Supplied records ->

-------------------------

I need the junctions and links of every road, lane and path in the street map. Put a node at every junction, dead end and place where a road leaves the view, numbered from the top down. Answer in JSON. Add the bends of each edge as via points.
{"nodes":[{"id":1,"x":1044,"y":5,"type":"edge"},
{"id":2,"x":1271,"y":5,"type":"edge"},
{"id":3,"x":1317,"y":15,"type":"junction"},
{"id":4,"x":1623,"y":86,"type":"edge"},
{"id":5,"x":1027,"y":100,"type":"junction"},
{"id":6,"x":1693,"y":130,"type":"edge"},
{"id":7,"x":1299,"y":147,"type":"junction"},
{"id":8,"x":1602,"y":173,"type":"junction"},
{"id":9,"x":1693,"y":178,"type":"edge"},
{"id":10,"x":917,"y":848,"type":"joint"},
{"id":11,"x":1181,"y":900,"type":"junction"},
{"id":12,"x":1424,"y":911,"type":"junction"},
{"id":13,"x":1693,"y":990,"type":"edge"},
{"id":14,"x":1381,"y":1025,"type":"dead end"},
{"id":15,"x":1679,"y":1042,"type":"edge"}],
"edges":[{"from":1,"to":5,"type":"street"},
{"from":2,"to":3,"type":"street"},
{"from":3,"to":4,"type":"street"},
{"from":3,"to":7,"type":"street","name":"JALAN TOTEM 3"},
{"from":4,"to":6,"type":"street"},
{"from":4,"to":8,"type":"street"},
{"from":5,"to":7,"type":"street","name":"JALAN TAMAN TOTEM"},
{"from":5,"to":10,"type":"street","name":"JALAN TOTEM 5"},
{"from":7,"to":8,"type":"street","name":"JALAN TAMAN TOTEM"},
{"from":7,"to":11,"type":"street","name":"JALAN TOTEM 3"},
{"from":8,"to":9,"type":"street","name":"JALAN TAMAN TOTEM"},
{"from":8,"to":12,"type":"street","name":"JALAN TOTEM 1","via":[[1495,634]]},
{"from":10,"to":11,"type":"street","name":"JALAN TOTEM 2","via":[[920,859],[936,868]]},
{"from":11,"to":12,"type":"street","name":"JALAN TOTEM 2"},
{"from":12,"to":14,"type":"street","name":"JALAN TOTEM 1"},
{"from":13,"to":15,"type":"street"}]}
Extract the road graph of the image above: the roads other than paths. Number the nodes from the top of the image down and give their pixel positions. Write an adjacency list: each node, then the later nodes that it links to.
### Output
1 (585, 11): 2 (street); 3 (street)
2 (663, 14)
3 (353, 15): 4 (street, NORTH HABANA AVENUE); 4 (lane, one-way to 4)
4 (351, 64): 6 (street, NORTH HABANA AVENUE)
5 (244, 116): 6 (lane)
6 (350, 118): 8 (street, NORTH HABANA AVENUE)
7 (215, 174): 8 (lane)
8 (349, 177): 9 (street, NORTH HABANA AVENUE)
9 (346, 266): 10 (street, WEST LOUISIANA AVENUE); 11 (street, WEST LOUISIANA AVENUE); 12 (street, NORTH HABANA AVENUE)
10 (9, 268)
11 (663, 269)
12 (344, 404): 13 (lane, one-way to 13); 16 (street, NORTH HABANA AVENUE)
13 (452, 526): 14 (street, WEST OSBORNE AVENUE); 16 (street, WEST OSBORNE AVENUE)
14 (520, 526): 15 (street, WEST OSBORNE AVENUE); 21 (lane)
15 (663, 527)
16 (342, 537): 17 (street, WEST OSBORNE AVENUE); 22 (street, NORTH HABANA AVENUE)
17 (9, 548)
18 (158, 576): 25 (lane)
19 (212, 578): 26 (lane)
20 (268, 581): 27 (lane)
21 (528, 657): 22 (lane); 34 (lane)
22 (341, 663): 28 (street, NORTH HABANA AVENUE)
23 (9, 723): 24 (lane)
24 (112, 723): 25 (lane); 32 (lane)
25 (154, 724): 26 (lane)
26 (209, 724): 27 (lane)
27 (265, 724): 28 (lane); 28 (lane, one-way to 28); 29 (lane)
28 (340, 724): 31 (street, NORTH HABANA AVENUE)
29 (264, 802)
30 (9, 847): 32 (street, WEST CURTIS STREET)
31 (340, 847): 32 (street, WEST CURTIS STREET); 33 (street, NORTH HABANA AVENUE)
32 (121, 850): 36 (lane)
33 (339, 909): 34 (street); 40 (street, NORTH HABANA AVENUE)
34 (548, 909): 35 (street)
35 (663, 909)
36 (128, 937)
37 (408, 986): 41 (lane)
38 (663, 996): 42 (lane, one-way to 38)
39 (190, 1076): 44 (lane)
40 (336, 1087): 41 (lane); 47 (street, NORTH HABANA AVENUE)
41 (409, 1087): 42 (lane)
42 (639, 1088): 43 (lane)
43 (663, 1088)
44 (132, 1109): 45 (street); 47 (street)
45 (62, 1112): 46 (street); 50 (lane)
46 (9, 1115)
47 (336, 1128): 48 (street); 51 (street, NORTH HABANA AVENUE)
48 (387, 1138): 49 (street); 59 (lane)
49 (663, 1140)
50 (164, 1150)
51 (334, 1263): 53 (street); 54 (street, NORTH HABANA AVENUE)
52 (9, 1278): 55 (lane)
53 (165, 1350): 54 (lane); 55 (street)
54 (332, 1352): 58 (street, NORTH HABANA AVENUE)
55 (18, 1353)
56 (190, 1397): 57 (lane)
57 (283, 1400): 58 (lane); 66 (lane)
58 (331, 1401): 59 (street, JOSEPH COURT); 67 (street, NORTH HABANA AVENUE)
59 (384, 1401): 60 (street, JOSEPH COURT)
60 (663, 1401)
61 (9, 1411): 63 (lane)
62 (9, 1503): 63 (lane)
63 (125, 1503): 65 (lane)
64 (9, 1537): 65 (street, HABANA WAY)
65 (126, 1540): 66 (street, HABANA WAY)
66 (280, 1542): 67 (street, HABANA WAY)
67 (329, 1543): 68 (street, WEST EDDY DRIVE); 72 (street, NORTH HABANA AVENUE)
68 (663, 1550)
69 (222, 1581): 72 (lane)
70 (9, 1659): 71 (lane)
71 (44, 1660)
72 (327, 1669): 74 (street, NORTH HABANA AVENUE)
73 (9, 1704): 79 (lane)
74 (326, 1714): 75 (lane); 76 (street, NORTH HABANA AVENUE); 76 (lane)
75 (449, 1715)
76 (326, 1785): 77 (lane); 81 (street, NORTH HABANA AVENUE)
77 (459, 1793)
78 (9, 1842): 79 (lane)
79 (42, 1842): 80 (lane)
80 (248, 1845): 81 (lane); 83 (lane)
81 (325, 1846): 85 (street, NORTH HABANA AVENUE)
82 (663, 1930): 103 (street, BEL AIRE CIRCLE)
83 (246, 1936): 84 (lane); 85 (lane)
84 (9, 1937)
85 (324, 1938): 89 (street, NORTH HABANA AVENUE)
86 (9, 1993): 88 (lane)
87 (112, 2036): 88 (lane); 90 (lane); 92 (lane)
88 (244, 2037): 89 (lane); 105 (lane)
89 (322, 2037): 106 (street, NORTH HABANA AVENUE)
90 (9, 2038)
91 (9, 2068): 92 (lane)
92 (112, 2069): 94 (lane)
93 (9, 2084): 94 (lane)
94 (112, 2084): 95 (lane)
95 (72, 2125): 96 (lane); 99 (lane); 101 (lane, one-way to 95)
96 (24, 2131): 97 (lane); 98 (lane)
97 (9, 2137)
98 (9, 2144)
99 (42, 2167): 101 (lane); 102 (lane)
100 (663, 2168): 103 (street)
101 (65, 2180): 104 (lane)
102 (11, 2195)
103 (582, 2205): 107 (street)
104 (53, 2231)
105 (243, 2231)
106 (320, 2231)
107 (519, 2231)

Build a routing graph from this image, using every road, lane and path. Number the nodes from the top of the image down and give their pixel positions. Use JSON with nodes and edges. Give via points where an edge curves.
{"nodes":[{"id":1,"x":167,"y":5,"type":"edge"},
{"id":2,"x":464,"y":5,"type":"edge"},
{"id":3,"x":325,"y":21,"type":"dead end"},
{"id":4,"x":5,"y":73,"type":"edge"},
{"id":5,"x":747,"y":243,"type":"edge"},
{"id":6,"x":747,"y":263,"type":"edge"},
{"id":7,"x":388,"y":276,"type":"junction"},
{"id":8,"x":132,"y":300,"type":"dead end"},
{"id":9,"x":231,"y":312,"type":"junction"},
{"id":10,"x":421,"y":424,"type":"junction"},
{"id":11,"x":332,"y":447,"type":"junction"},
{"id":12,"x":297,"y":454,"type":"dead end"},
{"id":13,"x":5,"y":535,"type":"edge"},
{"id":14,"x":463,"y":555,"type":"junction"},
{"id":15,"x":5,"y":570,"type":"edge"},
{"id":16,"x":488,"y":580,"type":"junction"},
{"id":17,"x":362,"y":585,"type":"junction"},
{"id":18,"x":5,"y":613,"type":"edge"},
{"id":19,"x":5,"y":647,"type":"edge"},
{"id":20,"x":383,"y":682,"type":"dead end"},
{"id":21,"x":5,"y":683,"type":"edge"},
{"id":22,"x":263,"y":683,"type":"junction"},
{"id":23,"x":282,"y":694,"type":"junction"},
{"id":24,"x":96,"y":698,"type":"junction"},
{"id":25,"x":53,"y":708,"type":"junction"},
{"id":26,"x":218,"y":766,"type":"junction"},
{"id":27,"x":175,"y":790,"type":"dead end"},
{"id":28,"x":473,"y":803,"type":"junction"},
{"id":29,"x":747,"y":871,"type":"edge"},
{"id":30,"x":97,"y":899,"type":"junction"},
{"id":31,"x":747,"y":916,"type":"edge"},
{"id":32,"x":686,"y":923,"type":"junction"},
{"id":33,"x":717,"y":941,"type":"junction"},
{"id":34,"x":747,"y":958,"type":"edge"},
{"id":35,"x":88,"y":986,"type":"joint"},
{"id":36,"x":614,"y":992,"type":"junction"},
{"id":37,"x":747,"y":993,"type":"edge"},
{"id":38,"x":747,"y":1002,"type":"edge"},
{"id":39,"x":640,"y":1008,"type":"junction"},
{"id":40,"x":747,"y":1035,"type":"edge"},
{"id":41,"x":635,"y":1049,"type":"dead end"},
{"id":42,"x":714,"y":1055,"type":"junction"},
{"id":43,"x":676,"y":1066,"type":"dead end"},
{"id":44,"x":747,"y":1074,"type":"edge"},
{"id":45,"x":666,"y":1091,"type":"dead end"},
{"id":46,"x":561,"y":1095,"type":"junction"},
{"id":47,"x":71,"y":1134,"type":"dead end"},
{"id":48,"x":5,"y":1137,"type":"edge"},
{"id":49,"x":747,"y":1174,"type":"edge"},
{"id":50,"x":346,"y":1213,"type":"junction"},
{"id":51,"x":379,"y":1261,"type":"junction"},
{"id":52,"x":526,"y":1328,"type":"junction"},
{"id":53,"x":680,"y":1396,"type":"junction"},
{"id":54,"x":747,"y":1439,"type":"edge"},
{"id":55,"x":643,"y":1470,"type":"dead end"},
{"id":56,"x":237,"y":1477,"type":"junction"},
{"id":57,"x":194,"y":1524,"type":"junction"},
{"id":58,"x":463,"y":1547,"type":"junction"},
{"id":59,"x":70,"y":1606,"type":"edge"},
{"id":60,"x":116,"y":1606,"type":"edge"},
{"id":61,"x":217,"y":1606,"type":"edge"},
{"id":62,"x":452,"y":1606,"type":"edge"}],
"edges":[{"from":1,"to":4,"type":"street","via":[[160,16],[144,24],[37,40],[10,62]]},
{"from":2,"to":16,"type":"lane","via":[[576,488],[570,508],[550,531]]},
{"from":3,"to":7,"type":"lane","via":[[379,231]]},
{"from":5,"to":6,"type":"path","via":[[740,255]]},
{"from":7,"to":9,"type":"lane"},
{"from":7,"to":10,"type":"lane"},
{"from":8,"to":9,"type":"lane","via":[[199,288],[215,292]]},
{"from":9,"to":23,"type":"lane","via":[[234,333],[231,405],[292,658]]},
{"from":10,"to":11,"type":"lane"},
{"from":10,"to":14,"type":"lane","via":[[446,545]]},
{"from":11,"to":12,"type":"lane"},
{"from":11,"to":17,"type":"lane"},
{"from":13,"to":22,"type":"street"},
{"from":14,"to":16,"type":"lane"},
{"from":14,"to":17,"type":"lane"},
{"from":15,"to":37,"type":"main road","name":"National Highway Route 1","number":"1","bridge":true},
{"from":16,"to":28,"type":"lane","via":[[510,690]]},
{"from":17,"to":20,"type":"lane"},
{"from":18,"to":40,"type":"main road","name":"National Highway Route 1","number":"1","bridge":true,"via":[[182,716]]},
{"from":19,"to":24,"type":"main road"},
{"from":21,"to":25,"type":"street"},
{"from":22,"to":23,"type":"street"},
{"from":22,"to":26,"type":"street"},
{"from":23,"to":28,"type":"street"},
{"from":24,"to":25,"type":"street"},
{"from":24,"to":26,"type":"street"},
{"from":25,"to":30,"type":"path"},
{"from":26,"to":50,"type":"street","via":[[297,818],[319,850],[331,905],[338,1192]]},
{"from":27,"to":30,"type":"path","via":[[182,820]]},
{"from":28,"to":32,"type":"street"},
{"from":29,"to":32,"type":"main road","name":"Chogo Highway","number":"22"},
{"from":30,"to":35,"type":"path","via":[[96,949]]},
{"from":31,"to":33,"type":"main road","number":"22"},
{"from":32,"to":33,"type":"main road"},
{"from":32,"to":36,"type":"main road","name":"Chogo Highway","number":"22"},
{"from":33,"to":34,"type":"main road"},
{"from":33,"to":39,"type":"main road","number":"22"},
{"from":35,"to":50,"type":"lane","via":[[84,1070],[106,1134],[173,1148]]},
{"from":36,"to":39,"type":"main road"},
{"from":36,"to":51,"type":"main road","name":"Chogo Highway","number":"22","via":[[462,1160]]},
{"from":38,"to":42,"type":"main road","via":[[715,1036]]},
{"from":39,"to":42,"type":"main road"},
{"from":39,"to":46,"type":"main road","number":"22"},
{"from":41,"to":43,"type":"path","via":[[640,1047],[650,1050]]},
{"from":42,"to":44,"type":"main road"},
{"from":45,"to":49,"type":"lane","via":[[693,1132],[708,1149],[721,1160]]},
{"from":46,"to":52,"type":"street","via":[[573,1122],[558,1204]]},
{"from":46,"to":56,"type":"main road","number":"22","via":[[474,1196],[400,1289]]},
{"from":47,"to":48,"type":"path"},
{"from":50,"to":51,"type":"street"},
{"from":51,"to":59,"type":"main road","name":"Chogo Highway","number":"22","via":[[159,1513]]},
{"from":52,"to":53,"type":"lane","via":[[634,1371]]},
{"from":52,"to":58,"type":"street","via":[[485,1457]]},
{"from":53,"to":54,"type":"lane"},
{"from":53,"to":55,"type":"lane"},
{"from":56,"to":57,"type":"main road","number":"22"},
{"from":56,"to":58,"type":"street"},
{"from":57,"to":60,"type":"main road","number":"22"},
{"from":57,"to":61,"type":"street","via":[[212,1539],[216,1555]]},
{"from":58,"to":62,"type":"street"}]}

-------------------------

Exercise prompt -> Wherever the word "joint" occurs in the data, copy that whole line.

Expected answer ->
{"id":10,"x":917,"y":848,"type":"joint"},
{"id":35,"x":88,"y":986,"type":"joint"},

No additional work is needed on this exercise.